The character of thoroughness of these two classes of institutions has been fully expatiated upon, and justly lauded. Let us reaffirm that it is not a smooth, glittering, and deceitful surface, hut that it represents real improvements in the condition of the inmates of both kinds. But, in the present paper, our object is to treat only of the institutions for idiots; and even to consider exclusively the influence their philosophical management will exercise upon some impending problems whose solution is just now looked for. Therefore, taking for granted that every thing that could be done for idiots, as individuals, is accomplished, and leaving dormant the question of what can be done to counteract the increasing frequency of idiocy and cognate affections as evil entities, we come to the providential phraseology: what idiocy may be good for, translated in utilitarian language? what advantages can we expect from the study of idiocy? what boon may society receive as a moral compensation for the generous hospitality it has bestowed upon idiots? They could, indeed, be considered as above or out of mankind, if they were improved, and faithfully served in and out of their infirmity, and yet remained of no use, for any thing, to anybody. If so, it would be but our fault -- not theirs.

5  

The time has come when, with a due regard for the welfare of idiots and an unremitting zeal for perfecting the hygienic, medical, and pedagogic method of treatment adapted to their abnormal perfectibility, idiocy will have to be observed in its relations to anthropology; and the rationale of its treatment will have to be studied in its bearing upon the most intimate problems of the development of man by education.

6  

1. -- Idiocy reviewed in its Bearings on Anthropology. -- This study was begun by kind lovers of the curious and the wonderful. From time to time appeared one of these monographs,-1- the most ancient of which Linnaeus took care to collect in his "Natural History." We owe to the great Boerhaave, that of John of Liege; to Louis Racine (as one would say in contemporaneous phraseology, Racine le petit), that of Mlle.

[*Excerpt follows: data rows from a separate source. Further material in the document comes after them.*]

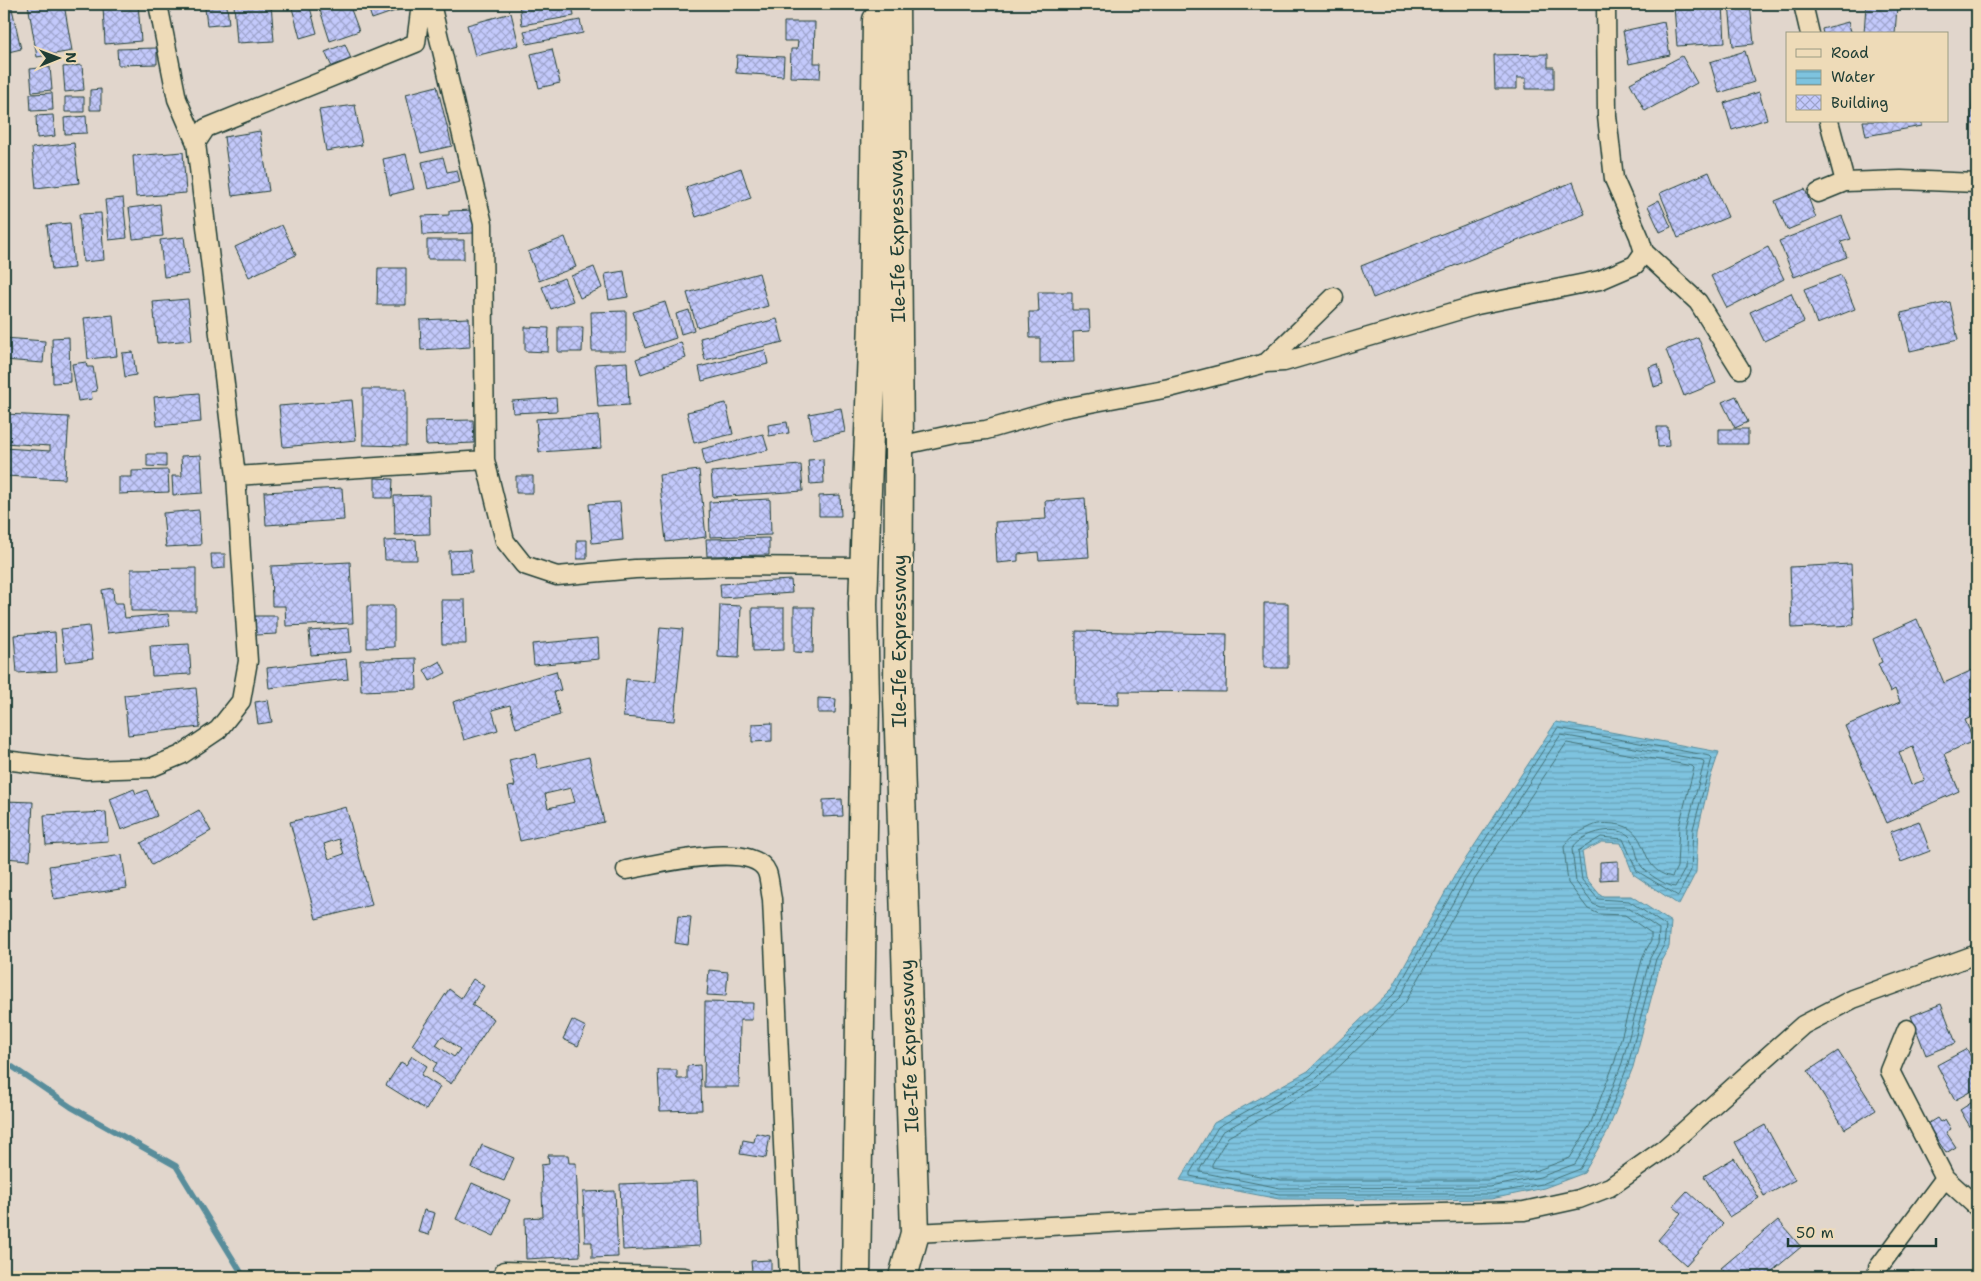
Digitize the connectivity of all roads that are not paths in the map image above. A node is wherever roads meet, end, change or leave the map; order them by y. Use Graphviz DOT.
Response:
graph roads {
  1 [pos="158,4"];
  2 [pos="421,4"];
  3 [pos="431,4"];
  4 [pos="877,4"];
  5 [pos="895,4"];
  6 [pos="1606,4"];
  7 [pos="1803,4"];
  8 [pos="1810,32"];
  9 [pos="1829,122"];
  10 [pos="196,143"];
  11 [pos="1845,182"];
  12 [pos="1977,183"];
  13 [pos="1818,193"];
  14 [pos="1644,252"];
  15 [pos="1334,297"];
  16 [pos="1266,364"];
  17 [pos="1740,368"];
  18 [pos="899,446"];
  19 [pos="485,460"];
  20 [pos="236,476"];
  21 [pos="866,567"];
  22 [pos="863,604"];
  23 [pos="898,604"];
  24 [pos="865,699"];
  25 [pos="898,699"];
  26 [pos="4,760"];
  27 [pos="626,870"];
  28 [pos="1977,954"];
  29 [pos="1907,1029"];
  30 [pos="1945,1178"];
  31 [pos="1977,1207"];
  32 [pos="915,1233"];
  33 [pos="504,1271"];
  34 [pos="685,1277"];
  35 [pos="789,1277"];
  36 [pos="856,1277"];
  37 [pos="903,1277"];
  38 [pos="1878,1277"];
  1 -- 10 [label="street"];
  2 -- 10 [label="street"];
  3 -- 19 [label="street"];
  4 -- 21 [label="main road, Ile-Ife Expressway"];
  5 -- 18 [label="main road, Ile-Ife Expressway"];
  6 -- 14 [label="street"];
  7 -- 8 [label="street"];
  9 -- 11 [label="street"];
  10 -- 20 [label="street"];
  11 -- 12 [label="street"];
  11 -- 13 [label="street"];
  14 -- 16 [label="street"];
  14 -- 17 [label="street"];
  15 -- 16 [label="street"];
  16 -- 18 [label="street"];
  18 -- 23 [label="main road, Ile-Ife Expressway"];
  19 -- 20 [label="street"];
  19 -- 21 [label="street"];
  20 -- 26 [label="street"];
  21 -- 22 [label="main road, Ile-Ife Expressway"];
  22 -- 23 [label="main road"];
  22 -- 24 [label="main road, Ile-Ife Expressway"];
  23 -- 25 [label="main road, Ile-Ife Expressway"];
  24 -- 25 [label="main road"];
  24 -- 36 [label="main road, Ile-Ife Expressway"];
  25 -- 32 [label="main road, Ile-Ife Expressway"];
  27 -- 35 [label="street"];
  28 -- 32 [label="street"];
  29 -- 30 [label="street"];
  30 -- 31 [label="street"];
  30 -- 38 [label="street"];
  32 -- 37 [label="main road, Ile-Ife Expressway"];
  33 -- 34 [label="street"];
}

Leblanc -- a case of imbecility, of obscure origin and doubtful termination, in the mezzotinto of a convent; to Bonaterre and Itard, two chefs-d'oeuvre of description of the boy of the Aveyron, idiotic and savage altogether; to Daumer, the mysterious narrative of Caspar Hauser -- an intelligent child, made practically idiotic by imprisonment between four walls, and seclusion from any thing but a silent jailer and a wooden horse; and to Esquirol, who suffered the name of the present writer to appear with his own on the first monograph of an idiot treated by the physiological method: "Résumé de ce que nous avons fait pendant quatorze mois. -- Esquirol et Seguin, Paris, 1839."